## Task objective
The records that follow are to be transcribed word for word.

*** Opening of Input records ***

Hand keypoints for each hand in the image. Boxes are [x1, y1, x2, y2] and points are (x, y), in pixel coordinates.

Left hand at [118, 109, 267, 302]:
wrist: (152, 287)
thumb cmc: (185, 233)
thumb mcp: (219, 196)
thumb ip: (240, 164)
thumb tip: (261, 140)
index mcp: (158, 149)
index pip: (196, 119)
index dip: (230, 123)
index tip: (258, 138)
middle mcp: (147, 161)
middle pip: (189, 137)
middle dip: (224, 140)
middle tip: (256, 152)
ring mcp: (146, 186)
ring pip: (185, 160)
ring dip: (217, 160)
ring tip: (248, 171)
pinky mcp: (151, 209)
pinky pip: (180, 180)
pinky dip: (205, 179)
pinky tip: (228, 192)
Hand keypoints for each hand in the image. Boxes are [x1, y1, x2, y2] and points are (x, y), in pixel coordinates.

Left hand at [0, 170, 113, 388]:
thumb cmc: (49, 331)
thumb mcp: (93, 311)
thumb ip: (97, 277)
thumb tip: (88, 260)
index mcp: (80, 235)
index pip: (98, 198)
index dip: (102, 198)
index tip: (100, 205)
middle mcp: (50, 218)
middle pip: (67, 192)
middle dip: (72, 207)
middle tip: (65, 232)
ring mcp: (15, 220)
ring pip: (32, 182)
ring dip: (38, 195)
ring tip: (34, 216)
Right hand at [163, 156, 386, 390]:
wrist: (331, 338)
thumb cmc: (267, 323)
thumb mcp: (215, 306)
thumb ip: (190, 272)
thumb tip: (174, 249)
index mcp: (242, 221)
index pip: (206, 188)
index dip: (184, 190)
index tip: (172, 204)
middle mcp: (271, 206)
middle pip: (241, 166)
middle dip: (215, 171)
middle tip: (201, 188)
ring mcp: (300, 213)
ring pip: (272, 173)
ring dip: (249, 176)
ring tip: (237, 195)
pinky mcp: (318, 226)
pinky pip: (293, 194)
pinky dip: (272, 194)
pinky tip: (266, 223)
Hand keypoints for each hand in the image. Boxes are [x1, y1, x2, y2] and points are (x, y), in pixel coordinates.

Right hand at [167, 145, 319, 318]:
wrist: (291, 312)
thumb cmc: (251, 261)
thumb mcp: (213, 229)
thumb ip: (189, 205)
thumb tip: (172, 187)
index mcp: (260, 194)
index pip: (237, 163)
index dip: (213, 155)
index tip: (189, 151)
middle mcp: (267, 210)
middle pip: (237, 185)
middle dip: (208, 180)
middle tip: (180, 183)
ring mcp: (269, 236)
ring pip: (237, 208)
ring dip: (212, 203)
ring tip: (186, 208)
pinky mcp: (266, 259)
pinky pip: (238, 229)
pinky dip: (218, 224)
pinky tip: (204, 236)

*** Close of Input records ***

## Solution
Hand keypoints for each hand in the image. Boxes are [x1, y1, x2, y2] and points are (x, y), in pixel coordinates.

Left hand at [118, 109, 267, 302]:
wrist: (152, 287)
thumb cmc: (185, 233)
thumb mcp: (219, 196)
thumb ip: (240, 164)
thumb tip: (261, 140)
index mcp: (158, 149)
index pip: (196, 119)
index dip: (230, 123)
index tip: (258, 138)
middle mcp: (147, 161)
middle pip: (189, 137)
middle dip: (224, 140)
middle tip: (256, 152)
ring mcp: (146, 186)
ring pip: (185, 160)
ring dip: (217, 160)
ring tip: (248, 171)
pinky mcp: (151, 209)
pinky pip: (180, 180)
pinky dip: (205, 179)
pinky tip: (228, 192)
Hand keypoints for each hand in the image. Boxes are [x1, y1, x2, y2] and points are (x, y), in pixel coordinates.

Left hand at [0, 170, 113, 388]:
thumb cmc: (49, 331)
thumb mcp: (93, 311)
thumb ip: (97, 277)
thumb tip: (88, 260)
index mcp: (80, 235)
index pip: (98, 198)
index dip: (102, 198)
index tip: (100, 205)
middle mcp: (50, 218)
middle pip: (67, 192)
middle dip: (72, 207)
middle tip: (65, 232)
ring mcp: (15, 220)
ring pip: (32, 182)
ring dip: (38, 195)
ring tip: (34, 216)
Right hand at [163, 156, 386, 390]:
wrist: (331, 338)
thumb cmc: (267, 323)
thumb mcp: (215, 306)
thumb ip: (190, 272)
thumb tip: (174, 249)
index mcp: (242, 221)
index pip: (206, 188)
index dip: (184, 190)
index tip: (172, 204)
middle mcp: (271, 206)
middle pip: (241, 166)
middle dip: (215, 171)
middle tip: (201, 188)
ring mcp: (300, 213)
ring pip: (272, 173)
ring dip: (249, 176)
ring tip: (237, 195)
pinky mcp: (318, 226)
pinky pip: (293, 194)
pinky dip: (272, 194)
pinky tip: (266, 223)
Hand keypoints for each hand in the image. Boxes are [x1, y1, x2, y2] and points are (x, y), in pixel coordinates.

Right hand at [167, 145, 319, 318]:
wrist: (291, 312)
thumb cmc: (251, 261)
thumb mcp: (213, 229)
thumb ip: (189, 205)
thumb tip: (172, 187)
index mcp: (260, 194)
index pip: (237, 163)
index dip: (213, 155)
index tip: (189, 151)
middle mcp: (267, 210)
middle pip: (237, 185)
middle dip: (208, 180)
middle tip: (180, 183)
ring mcp: (269, 236)
ring pip: (237, 208)
ring dip: (212, 203)
ring tip: (186, 208)
pinky mcp: (266, 259)
pinky pip: (238, 229)
pinky dip: (218, 224)
pinky tip: (204, 236)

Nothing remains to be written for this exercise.